Bene, ora che abbiamo sviscerato il problema dell'apeiron, passiamo a qualcosa di più serio: il logos eracliteo. Senza dilungarsi troppo, però, poiché esistono svariate decine di termini filosofici greci, che sono tipicamente citati nella loro lingua originale (lasciando perdere le questioni sulla pronuncia classica ed altri gineprai del genere), ancora da trattare.

Finiti i greci, poi, c'è da passare agli altri. Io propongo per primi i tedeschi con i loro Übermensch e Zeitgeist.

Uscendo dalla recita, il problema, su cui voglio porre l'attenzione, non è che questi termini non vengano tradotti, quando infatti vengono sempre tradotti.
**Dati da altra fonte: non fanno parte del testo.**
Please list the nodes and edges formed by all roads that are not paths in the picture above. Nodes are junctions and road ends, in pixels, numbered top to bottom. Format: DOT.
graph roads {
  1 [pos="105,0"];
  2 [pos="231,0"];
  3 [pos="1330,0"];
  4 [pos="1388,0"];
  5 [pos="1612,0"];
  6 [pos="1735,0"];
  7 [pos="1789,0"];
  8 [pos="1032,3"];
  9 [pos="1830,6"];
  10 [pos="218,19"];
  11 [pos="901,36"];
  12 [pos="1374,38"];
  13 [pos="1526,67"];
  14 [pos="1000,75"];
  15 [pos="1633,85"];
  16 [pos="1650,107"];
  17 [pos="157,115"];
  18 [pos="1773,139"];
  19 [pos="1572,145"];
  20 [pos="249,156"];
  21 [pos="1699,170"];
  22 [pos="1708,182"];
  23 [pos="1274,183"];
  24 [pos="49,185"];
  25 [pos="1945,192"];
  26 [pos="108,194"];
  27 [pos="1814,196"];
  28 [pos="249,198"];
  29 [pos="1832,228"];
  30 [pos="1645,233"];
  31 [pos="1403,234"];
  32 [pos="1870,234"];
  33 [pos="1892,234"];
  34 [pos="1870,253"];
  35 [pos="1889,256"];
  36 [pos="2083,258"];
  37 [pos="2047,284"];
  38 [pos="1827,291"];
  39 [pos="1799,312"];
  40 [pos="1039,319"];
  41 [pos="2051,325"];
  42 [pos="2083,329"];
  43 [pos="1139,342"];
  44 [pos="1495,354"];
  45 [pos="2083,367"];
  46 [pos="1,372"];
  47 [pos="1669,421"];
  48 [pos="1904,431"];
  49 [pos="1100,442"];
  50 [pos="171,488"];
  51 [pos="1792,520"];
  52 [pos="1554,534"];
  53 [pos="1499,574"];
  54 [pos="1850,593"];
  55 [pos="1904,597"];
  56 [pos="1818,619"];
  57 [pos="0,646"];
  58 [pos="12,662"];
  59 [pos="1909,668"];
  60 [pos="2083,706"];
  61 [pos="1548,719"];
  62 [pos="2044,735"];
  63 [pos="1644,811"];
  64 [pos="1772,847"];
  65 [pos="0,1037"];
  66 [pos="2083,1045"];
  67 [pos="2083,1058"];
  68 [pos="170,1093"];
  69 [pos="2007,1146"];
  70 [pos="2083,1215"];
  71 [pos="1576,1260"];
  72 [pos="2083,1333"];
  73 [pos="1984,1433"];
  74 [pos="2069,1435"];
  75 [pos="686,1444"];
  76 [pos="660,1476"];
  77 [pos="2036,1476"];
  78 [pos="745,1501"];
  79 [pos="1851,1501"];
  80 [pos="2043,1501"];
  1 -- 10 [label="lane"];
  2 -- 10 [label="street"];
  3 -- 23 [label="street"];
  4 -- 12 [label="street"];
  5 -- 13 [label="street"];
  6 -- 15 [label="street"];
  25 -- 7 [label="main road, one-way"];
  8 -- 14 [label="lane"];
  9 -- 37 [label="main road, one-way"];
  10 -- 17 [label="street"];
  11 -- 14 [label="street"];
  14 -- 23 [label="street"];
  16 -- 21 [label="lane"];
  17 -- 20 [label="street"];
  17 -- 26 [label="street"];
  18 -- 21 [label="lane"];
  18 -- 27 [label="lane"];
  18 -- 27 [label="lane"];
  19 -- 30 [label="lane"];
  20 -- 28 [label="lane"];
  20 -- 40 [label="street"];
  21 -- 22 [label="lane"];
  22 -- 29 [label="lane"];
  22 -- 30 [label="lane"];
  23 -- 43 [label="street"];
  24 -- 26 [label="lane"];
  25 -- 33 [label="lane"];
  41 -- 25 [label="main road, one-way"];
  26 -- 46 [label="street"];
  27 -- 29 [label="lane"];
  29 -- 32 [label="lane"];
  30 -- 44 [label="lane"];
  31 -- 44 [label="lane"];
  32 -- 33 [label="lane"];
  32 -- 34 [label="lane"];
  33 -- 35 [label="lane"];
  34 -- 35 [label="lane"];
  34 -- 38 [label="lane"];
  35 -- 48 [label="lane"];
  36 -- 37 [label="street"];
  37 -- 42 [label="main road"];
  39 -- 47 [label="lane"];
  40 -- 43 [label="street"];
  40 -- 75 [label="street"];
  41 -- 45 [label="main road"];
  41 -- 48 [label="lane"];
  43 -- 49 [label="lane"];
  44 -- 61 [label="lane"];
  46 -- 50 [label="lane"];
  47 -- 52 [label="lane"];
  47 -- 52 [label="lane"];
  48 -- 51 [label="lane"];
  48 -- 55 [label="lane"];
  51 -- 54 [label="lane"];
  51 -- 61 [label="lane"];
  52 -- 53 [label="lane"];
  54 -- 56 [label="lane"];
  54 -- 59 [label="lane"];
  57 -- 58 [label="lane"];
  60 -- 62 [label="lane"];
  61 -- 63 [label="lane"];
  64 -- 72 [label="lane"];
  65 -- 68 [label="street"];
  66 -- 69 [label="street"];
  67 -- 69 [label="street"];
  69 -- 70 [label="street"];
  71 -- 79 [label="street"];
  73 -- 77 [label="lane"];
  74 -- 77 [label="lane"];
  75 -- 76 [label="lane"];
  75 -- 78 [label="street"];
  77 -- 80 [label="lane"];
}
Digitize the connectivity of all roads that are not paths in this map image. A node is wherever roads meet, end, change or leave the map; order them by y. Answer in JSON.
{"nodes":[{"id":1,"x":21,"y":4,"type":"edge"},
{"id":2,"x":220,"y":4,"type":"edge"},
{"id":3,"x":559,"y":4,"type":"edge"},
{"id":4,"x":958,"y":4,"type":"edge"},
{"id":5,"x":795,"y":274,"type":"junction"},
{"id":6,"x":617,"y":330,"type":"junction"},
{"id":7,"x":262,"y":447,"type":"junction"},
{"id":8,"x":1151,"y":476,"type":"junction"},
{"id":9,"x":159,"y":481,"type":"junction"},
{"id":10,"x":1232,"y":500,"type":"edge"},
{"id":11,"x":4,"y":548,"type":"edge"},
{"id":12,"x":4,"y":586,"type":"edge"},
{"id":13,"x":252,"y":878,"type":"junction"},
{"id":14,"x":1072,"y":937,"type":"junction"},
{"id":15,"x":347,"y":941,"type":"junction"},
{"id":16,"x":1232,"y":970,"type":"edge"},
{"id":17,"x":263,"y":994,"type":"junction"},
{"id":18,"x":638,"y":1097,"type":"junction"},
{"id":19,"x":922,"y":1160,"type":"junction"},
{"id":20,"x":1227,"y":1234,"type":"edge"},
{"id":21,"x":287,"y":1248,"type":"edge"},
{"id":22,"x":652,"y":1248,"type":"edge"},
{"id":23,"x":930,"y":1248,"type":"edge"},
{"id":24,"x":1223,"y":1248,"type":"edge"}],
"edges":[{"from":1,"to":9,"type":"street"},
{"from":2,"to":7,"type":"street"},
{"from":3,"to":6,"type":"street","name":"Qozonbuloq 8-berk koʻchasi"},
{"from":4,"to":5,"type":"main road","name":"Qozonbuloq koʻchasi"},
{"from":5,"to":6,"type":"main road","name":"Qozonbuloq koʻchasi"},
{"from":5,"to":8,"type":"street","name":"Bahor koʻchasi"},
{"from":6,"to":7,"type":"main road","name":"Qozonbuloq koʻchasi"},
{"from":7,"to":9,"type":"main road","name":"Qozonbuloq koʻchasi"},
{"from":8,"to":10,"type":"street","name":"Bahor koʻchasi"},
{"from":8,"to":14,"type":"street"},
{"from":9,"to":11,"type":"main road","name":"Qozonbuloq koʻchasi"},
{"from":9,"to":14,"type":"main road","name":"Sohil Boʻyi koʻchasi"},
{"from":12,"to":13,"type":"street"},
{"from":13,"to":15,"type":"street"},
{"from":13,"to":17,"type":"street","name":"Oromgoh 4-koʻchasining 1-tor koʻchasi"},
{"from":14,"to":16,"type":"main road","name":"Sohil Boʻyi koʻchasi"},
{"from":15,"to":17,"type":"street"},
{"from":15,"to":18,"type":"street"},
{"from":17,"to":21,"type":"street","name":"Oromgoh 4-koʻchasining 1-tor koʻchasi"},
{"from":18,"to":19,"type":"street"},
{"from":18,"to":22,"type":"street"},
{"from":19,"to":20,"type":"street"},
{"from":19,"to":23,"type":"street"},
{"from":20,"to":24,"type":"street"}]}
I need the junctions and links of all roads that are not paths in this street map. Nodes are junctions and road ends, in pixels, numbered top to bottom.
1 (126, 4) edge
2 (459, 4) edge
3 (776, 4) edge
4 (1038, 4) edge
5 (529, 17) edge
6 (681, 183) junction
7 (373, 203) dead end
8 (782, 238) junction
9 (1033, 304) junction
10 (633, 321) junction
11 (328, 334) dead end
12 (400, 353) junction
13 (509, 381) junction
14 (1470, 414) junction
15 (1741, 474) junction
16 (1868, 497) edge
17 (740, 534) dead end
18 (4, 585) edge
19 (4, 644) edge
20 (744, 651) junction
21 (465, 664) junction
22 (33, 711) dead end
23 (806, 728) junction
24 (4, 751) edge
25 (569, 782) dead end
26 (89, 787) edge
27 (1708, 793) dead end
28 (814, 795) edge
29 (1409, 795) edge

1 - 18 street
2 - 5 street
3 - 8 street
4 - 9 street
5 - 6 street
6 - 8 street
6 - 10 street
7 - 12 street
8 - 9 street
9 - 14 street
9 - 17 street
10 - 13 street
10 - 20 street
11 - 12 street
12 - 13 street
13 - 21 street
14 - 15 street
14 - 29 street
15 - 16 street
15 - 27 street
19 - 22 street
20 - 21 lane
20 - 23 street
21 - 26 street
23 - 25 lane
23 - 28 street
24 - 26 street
Il problema è, bensì, primo punto, che le traduzioni vengono tipicamente considerate inadeguate a rendere appieno il senso originale del termine e, secondo punto, che per molto tempo chi studiava determinati sistemi filosofici conosceva anche le lingue in cui questi erano stati formulati; per cui, fornite una o più possibili traduzioni, si forniva anche la parola nella sua forma originale, in quanto si riteneva quest'ultima più esplicativa ed espressiva. Ora probabilmente le condizioni sono cambiate, ma la tradizione è rimasta. Come comportarsi? La questione mi pare molto complicata, più complicata che dover tradurre qualche termine (pseudo-)tecnico dall'inglese o qualche espressione gergale che oggi è sulla bocca di tutti e domani nella memoria di nessuno.